MATERIAL TO PROCESS
BEGIN
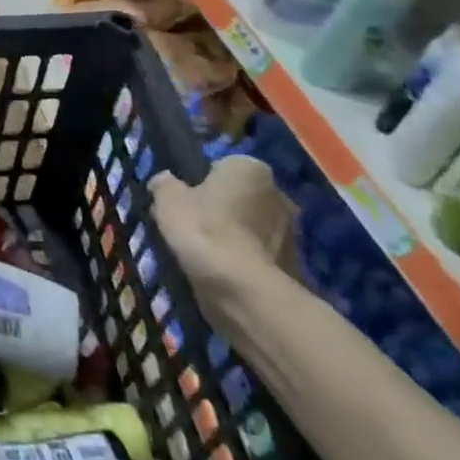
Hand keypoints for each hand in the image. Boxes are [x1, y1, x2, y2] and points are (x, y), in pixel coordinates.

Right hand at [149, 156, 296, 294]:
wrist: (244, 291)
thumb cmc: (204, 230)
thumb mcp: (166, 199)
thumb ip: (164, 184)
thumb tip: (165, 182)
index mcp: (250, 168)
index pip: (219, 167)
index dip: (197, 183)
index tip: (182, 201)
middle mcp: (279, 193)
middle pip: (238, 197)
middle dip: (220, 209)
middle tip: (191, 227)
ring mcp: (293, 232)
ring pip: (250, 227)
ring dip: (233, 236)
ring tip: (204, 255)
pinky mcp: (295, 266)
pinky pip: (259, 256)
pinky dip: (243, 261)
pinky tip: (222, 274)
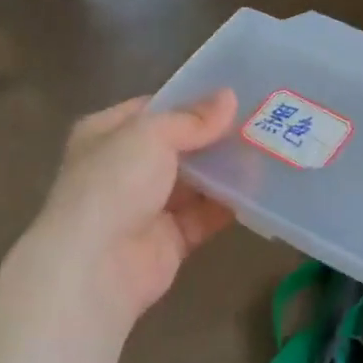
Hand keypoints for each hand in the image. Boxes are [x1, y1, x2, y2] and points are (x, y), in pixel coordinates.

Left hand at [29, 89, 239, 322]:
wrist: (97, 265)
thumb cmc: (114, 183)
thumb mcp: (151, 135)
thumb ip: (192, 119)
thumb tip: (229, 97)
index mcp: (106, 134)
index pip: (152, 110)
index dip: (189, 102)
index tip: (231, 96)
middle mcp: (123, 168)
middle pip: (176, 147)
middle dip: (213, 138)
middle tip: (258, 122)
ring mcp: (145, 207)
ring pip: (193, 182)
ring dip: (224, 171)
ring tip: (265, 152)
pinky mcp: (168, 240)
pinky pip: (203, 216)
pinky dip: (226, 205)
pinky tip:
END
BEGIN
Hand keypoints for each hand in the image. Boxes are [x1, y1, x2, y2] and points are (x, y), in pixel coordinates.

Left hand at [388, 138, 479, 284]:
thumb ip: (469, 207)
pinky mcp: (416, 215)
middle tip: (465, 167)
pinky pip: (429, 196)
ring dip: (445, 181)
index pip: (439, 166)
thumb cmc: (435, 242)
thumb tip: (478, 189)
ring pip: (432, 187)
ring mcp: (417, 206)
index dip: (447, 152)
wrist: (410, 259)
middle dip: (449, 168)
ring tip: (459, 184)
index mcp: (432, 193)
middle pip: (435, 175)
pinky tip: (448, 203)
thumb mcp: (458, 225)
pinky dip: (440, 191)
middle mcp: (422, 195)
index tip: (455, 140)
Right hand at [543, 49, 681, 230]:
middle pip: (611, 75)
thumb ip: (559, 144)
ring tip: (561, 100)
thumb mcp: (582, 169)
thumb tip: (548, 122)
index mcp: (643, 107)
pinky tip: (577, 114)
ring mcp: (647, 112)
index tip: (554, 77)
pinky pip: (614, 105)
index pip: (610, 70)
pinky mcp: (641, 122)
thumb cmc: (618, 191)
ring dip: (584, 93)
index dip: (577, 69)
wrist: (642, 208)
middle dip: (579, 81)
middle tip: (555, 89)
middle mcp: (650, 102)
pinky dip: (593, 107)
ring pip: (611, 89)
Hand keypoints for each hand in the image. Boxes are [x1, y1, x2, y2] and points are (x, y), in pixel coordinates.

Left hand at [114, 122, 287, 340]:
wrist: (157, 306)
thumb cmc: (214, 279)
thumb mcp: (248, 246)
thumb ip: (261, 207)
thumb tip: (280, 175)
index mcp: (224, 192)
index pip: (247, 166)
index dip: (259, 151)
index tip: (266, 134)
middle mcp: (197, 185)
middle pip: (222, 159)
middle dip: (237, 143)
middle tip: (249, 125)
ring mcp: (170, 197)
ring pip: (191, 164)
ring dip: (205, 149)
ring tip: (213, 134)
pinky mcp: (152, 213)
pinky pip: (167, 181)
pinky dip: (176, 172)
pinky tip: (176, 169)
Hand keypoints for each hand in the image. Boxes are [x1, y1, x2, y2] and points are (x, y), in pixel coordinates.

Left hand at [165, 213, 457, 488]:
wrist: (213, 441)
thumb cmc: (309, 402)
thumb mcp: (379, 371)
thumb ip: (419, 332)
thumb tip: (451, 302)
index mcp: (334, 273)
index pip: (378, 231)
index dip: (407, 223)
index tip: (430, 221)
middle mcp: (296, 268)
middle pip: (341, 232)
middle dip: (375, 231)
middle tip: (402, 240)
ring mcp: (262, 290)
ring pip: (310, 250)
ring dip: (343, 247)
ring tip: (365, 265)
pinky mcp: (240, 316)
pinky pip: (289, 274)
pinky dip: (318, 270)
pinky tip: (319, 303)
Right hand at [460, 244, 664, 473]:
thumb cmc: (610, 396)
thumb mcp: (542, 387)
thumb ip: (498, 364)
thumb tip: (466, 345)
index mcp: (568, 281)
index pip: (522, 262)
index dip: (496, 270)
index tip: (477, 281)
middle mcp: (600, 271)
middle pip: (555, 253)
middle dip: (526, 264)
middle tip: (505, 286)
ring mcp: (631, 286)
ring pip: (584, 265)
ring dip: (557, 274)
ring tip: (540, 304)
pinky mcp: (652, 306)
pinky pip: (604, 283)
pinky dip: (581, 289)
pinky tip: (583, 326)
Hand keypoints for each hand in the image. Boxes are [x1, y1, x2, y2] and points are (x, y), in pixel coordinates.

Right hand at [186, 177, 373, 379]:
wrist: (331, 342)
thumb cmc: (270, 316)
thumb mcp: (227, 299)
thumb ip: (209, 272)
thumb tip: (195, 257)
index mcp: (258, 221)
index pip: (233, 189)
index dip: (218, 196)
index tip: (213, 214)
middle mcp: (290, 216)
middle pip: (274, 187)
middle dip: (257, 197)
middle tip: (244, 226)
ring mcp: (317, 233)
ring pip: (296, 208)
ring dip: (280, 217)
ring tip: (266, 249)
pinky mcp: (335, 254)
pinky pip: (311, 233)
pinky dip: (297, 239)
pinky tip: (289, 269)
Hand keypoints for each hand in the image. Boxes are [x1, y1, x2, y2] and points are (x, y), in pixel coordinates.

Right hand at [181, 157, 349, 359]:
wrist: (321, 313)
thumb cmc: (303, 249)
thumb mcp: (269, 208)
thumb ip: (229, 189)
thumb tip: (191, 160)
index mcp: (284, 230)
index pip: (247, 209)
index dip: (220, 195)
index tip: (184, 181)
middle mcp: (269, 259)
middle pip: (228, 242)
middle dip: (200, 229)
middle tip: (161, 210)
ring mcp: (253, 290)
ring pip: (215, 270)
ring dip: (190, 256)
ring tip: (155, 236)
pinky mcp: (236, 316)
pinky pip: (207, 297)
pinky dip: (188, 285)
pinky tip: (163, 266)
END
TASK OBJECTIVE
Print, from the entries above, the line with "thumb tip: (195, 257)", the line with "pinky tip: (163, 266)" and all lines between them, exactly and with nothing else.

TASK ANSWER
thumb tip: (195, 257)
index mcp: (258, 221)
index pip: (233, 189)
index dip: (218, 196)
index tip: (213, 214)
middle mcp: (290, 216)
middle pip: (274, 187)
middle dip: (257, 197)
middle tip: (244, 226)
ring mcp: (317, 233)
ring pip: (296, 208)
ring dip: (280, 217)
ring tip: (266, 249)
pinky mcp: (335, 254)
pinky pip: (311, 233)
pinky dip: (297, 239)
pinky tip: (289, 269)
Hand keypoints for each hand in the image. Boxes are [x1, y1, x2, y2] and points are (x, y), in pixel coordinates.

Right hand at [181, 157, 349, 359]:
wrist: (321, 313)
thumb cmc: (303, 249)
thumb mcp: (269, 208)
thumb ip: (229, 189)
thumb tip: (191, 160)
index mcp: (284, 230)
index pip: (247, 209)
index dip: (220, 195)
index tip: (184, 181)
middle mcp: (269, 259)
middle pip: (228, 242)
middle dip: (200, 229)
middle tip: (161, 210)
ring mcp: (253, 290)
ring pip: (215, 270)
ring dip: (190, 256)
ring tip: (155, 236)
pinky mcp: (236, 316)
pinky pip: (207, 297)
pinky dip: (188, 285)
pinky tip: (163, 266)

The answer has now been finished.